*About this task*. Go through the data and retrieve each line that includes the string "nodes".
━━ Provided data ━━
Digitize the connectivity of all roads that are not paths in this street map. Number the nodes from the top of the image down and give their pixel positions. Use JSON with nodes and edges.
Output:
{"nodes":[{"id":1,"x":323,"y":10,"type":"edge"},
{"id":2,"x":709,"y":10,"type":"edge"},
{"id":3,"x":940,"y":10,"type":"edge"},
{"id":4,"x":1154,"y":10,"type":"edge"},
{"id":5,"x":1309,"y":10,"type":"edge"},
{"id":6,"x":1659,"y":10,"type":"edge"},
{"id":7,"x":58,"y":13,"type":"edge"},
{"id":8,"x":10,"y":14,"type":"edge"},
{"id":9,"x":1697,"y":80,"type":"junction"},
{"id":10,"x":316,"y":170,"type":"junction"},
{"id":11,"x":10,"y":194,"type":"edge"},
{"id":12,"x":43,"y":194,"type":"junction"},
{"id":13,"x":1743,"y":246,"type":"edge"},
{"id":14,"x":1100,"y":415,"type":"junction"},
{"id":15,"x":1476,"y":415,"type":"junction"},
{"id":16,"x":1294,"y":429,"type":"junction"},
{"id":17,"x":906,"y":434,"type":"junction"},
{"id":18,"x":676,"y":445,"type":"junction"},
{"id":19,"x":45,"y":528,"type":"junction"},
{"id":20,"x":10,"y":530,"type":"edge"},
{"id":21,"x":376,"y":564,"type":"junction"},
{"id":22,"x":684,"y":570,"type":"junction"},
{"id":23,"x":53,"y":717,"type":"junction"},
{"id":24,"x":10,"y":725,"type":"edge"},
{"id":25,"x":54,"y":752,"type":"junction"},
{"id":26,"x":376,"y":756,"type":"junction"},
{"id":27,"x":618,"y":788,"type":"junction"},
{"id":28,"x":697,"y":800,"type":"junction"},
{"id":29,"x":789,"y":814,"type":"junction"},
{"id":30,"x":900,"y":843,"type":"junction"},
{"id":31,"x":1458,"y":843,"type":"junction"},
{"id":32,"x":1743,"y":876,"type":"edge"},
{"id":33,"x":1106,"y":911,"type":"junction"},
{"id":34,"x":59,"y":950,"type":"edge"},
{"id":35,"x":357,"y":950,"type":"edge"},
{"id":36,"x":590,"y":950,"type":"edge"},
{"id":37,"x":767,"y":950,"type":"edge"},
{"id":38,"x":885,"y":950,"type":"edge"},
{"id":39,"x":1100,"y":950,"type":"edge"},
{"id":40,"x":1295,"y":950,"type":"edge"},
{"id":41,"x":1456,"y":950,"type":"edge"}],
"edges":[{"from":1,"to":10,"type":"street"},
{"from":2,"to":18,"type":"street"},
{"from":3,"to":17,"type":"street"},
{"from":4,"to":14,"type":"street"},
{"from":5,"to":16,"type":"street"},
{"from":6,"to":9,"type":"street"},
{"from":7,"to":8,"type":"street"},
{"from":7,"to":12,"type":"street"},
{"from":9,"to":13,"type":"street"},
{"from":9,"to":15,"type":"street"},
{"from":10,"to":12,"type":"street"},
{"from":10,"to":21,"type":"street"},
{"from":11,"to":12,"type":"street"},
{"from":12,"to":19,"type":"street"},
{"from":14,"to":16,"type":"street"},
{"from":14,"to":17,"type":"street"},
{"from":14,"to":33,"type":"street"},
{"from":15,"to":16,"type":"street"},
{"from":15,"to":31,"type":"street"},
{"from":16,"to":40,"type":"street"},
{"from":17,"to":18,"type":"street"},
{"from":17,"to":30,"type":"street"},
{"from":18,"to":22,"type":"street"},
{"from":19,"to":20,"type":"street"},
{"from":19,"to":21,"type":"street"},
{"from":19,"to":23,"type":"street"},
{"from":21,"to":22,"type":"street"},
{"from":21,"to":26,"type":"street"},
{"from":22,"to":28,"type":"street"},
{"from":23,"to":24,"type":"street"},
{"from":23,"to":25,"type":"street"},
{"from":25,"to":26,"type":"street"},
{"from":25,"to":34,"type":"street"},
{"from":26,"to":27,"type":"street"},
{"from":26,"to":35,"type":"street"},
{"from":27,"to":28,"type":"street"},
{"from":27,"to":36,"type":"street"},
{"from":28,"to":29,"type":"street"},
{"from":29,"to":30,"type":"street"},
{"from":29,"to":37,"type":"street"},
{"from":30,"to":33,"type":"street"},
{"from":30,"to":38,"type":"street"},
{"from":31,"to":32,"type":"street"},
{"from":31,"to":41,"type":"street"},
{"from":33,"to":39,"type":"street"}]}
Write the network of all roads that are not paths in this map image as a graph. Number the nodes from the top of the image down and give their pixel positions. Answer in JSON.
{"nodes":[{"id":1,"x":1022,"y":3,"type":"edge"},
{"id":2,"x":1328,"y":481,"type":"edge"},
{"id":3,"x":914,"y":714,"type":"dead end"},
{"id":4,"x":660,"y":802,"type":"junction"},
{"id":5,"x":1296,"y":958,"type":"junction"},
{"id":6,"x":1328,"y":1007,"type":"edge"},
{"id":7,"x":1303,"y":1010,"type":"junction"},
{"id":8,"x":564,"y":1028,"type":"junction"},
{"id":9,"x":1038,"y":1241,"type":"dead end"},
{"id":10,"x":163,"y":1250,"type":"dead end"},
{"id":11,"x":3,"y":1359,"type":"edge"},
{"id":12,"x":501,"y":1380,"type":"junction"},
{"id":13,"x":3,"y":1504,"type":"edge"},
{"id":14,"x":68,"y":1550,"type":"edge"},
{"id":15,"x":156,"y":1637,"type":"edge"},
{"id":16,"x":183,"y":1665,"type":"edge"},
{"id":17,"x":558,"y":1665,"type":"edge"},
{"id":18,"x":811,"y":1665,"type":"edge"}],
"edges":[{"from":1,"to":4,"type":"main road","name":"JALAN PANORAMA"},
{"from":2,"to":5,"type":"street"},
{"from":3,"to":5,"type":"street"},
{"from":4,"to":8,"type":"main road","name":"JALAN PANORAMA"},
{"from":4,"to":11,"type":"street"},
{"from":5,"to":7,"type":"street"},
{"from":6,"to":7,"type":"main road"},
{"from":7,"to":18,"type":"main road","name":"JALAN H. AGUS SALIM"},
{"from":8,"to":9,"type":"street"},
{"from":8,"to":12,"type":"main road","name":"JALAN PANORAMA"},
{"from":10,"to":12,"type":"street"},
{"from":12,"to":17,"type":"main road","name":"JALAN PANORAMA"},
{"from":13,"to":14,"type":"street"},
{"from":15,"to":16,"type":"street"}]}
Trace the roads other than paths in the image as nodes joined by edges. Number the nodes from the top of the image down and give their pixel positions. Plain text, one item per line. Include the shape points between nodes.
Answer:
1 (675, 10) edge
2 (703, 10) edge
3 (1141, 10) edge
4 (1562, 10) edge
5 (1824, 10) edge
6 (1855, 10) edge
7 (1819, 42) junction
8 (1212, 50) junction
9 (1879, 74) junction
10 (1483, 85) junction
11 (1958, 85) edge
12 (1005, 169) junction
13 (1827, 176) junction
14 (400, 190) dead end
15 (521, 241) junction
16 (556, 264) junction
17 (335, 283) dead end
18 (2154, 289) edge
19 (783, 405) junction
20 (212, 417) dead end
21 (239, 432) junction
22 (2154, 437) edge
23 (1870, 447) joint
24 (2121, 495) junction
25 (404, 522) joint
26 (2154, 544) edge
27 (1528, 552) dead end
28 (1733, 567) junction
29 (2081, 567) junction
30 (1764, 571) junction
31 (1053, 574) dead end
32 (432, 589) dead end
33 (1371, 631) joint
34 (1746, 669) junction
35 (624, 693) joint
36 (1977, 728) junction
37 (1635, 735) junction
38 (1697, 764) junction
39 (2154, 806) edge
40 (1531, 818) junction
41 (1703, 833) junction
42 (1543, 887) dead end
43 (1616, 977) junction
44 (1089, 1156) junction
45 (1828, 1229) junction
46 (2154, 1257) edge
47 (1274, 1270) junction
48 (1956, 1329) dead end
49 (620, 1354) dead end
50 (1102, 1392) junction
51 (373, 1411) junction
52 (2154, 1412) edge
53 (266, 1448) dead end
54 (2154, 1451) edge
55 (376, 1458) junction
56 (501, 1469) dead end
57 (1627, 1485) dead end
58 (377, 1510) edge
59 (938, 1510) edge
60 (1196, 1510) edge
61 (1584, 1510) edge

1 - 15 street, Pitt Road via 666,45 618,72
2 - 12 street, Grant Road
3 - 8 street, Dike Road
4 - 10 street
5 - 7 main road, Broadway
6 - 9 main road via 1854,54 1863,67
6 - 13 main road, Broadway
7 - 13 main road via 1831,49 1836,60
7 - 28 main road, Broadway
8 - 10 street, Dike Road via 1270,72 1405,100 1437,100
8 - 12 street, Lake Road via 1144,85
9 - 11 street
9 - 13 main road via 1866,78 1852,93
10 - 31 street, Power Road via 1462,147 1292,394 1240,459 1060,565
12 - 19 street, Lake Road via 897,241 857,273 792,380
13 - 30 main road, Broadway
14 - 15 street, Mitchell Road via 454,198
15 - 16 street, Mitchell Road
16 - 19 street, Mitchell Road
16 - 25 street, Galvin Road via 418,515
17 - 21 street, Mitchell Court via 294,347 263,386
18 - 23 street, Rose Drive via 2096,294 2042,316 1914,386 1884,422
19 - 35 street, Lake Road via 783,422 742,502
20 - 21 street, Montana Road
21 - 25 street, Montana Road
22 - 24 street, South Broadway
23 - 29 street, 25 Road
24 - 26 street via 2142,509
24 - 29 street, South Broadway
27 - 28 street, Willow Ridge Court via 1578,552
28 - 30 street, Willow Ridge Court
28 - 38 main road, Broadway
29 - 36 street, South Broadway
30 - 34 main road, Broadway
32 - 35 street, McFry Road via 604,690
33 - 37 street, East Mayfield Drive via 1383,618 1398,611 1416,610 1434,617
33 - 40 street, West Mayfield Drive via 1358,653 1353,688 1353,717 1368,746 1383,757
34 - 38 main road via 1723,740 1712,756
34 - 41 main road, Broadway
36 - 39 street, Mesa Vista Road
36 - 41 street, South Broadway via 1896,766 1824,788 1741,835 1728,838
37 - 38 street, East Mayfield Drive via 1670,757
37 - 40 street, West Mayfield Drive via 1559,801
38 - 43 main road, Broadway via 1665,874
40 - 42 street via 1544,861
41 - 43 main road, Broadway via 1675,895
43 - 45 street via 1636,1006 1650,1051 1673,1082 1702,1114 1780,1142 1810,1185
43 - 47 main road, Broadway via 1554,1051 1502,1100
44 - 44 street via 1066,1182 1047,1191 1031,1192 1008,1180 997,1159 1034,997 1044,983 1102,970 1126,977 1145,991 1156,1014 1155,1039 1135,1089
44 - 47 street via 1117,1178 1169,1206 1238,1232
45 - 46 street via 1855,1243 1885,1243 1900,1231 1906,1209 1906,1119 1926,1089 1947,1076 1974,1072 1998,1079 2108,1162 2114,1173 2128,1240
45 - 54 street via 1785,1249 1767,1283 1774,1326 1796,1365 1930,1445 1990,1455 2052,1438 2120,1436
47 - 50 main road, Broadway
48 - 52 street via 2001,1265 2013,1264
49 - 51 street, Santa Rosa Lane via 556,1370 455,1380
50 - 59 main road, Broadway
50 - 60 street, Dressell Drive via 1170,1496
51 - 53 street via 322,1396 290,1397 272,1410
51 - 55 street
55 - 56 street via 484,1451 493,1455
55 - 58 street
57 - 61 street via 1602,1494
━━━
*Solution for this problem*.
Digitize the connectivity of all roads that are not paths in this street map. Number the nodes from the top of the image down and give their pixel positions. Use JSON with nodes and edges.
{"nodes":[{"id":1,"x":323,"y":10,"type":"edge"},
Write the network of all roads that are not paths in this map image as a graph. Number the nodes from the top of the image down and give their pixel positions. Answer in JSON.
{"nodes":[{"id":1,"x":1022,"y":3,"type":"edge"},
Trace the roads other than paths in the image as nodes joined by edges. Number the nodes from the top of the image down and give their pixel positions. Plain text, one item per line. Include the shape points between nodes.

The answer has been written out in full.